Hmm, where should I start? The time when I showed the line cooks my nipples or the time I got so drunk at work I almost got fired?
How about the time I was so close to getting paid to get naked. With three other women.
It was a gorgeous night in the South Bay when they came in. A big group of people who had just finished a well-known poker tournament at Bay 101. Just so happens that within this group there were about 3 of the top 10 best poker players in the nation. Hot shots I guess.
One of the men was definitely drawn to me from the moment he walked in. I'm going to call him Kevin. Reason being because he looks like Kevin from The Office. Dead on, no joke. Anyway, apparently this man has spent a lot of time with cards considering that he was included in the top 10 and he kept coming up to the front desk to show me card tricks. I giggled and went along with his jokes. I mean, what's a girl supposed to do?
The night goes on and he purchases cigars from my cigar case and gives them all to his friends. They decide to play bocce ball on our outside patio. What's bocce ball you ask? It's a sport that the disadvantaged don't understand and probably have never heard of. And, no, I'm not saying that I'm more privileged 'cause I still don't understand the game. These men ask me if I could explain the rules because they've never played before. I politely refer them to someone else who is more familiar and they begin to play. Kevin comes back into the restaurant to my desk to tell me that him and his friends bet for $10,000 on who would win. YES! $10,000! These guys have never even played the fuckin' game before and they're goin' all in?!?! I don't even have that much money with my savings account and debt combined! Geez these guys have some mad addiction with gambling.
My night comes to a close and Kevin and his friends are outside playing double or nothing. I've finally clocked out and I decide to go outside to say goodbye to him and thanks for being more hospitable to me than I probably was for him.
I say, "I just wanted to come outside and say good bye. Thank you so much for being so nice."
"Oh no, thank you."
"Alright, well enjoy your stay here in San Jose."
"What do you mean? You're going home?"
"Yeah, I live an hour away." Which was true.
"Well, before you go I have get your phone number. You see that woman over there?" I nod my head. "That's my girlfriend and she just so happens to be Filipina, too. The entire night she's been asking about you, and she'll be upset with me if I don't get your phone number."

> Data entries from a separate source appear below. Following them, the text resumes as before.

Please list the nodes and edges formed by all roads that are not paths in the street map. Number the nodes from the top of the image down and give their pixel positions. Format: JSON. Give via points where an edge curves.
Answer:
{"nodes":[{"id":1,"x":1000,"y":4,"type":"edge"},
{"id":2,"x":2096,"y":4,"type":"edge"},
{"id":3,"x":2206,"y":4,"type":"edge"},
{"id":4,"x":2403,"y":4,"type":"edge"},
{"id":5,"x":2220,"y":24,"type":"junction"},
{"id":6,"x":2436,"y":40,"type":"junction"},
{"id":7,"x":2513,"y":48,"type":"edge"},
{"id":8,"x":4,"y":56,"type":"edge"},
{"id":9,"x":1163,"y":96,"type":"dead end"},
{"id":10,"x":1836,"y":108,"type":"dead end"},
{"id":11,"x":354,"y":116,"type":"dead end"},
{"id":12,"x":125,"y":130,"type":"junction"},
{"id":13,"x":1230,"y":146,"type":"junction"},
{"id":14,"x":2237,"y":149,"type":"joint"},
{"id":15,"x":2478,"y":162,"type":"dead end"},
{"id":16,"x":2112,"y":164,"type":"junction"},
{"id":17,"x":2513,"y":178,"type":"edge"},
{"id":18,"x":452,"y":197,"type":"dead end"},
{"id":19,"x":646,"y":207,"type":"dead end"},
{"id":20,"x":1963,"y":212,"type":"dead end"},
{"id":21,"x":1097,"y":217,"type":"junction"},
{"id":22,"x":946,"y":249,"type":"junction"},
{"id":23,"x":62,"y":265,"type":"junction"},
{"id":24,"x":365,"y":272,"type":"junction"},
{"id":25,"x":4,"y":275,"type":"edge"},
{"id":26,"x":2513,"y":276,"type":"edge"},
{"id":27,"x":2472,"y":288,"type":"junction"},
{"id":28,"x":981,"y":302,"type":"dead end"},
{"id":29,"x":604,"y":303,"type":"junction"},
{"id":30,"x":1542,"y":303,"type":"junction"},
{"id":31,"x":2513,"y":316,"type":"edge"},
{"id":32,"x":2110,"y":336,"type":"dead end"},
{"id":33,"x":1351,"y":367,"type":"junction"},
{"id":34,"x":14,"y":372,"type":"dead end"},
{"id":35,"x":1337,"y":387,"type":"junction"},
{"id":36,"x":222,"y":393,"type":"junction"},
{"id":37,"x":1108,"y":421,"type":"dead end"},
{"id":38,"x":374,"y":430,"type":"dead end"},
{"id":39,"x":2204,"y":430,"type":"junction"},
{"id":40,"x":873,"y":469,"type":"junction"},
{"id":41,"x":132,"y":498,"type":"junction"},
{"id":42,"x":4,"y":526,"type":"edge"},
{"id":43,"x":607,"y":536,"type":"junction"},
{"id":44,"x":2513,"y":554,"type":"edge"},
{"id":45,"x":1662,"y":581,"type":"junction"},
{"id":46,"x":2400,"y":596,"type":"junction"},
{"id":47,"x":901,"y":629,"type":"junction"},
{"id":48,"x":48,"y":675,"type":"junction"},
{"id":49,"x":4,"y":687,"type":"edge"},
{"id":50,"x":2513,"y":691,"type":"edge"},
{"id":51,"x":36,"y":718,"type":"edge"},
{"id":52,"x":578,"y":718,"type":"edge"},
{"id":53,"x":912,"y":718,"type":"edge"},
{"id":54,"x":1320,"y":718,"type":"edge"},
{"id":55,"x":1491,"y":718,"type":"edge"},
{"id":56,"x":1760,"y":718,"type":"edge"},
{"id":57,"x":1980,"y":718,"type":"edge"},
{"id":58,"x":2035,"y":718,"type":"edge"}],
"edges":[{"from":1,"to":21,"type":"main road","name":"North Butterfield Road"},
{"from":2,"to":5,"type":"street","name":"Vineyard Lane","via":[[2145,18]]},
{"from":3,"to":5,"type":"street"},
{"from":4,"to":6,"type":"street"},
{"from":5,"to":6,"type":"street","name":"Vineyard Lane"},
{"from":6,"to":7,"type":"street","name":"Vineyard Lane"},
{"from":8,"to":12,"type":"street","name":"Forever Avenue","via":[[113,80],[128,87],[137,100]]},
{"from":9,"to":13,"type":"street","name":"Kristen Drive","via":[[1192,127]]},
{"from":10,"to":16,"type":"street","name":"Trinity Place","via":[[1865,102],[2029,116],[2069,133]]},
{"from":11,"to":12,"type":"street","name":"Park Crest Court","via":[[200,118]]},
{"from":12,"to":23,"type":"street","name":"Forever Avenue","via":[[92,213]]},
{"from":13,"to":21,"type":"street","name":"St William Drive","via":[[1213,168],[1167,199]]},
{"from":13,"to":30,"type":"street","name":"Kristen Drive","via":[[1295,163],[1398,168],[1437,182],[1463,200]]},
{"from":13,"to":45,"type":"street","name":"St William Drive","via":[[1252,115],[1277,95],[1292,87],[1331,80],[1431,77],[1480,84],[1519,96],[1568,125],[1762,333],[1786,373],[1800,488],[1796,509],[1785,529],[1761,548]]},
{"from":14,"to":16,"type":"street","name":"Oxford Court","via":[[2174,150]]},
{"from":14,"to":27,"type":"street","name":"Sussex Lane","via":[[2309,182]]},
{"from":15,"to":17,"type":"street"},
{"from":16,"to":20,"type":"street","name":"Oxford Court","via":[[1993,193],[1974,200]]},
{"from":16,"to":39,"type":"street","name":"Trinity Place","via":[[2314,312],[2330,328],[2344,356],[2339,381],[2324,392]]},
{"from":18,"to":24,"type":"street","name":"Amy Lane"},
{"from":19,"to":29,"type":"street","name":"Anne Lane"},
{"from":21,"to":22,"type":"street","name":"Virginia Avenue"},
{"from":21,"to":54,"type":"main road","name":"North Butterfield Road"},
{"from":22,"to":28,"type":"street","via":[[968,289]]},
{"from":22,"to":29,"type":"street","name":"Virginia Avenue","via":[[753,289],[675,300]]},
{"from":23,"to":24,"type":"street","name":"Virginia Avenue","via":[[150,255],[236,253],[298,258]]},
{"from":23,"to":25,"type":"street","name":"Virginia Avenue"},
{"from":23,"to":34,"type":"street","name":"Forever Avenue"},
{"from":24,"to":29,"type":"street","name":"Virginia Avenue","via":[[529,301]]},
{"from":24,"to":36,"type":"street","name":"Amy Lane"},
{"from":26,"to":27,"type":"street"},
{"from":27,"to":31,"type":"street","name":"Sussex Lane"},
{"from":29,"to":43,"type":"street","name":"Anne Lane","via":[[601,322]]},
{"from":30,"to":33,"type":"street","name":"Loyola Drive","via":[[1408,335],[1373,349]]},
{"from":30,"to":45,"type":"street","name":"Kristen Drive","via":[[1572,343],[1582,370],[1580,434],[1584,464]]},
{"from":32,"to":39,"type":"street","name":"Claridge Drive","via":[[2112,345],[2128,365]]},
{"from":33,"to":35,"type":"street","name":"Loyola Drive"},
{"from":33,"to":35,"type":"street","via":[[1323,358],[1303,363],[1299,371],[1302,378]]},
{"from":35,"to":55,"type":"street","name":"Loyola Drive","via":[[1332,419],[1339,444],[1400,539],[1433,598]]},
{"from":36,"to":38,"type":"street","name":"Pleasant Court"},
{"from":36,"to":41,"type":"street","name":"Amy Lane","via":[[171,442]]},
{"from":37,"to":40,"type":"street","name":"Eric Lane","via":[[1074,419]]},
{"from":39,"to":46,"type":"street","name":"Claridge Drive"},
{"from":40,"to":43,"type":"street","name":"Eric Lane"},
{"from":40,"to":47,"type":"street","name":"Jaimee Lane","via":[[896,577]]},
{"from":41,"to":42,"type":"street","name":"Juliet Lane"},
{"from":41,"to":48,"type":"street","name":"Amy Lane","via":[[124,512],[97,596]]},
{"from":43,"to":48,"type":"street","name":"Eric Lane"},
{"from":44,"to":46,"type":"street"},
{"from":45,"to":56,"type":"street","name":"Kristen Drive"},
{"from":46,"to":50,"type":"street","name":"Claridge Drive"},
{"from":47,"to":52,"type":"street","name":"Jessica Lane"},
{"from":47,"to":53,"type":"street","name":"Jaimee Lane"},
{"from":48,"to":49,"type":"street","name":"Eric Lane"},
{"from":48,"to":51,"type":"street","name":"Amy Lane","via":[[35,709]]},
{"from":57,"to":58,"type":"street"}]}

I think to myself. What the hell. As in, 'what the hell', I might as well give them my number I don't have anything to lose. "Alright, let me go inside and write my phone number on a business card for you." And, that's exactly what I do. I write my number down along with my name and bring it to Kevin. I hand it to him and he flags down his girlfriend. Honestly, she looked like she was being paid just to make an appearance with him. I mean, the guy didn't have an inkling of attractiveness to him. I wouldn't show up if I wasn't getting paid. Anyway, he introduces us and we shake hands. She walks away to play bocce ball with the rest of the group.
Kevin says, "my girlfriend has been wanting me to get your phone number because we have a hotel room next door tonight and we'd like to invite you over. She's having two of her other girlfriends come by and they're going to have a threesome."
"What about you", I ask.
"I'm just gonna watch."
What a sick bastid. Gross. I say, "aren't you a lucky guy."
"I'll be even luckier if you come by."
"Well, give me a phone call. Maybe I'll still be in town." I say my good bye's and proceed to walk away. Filipina service girl waves good bye and smiles.
As I'm passing the entrance to the restaurant I feel a hand on my back. It's Kevin. He says, "don't turn around, keep walking. Just take it and walk away." Creepy, right? I mean, it was at first until I grabbed what he was holding to my back and looked at it. $100 bill, baby. I gave the guy my phone number and I got a $100. Fuckin' dope. It's called caller ID, stupid. I ain't pickin' up your call.
I drive home and keep looking at my phone to see if they actually call.
11pm rolls by.
12am rolls by.
1:30am my phone finally rings with an unfamiliar number on the screen. IGNORE. They never call back. I gots mines. It would have been interesting to show up because I'm pretty sure he would have paid to see my sexy bod. But, last time I checked I have morals.
You win some, you lose some. Kevin, you definitely lost to me sucka. Thanks for the $100. Come again.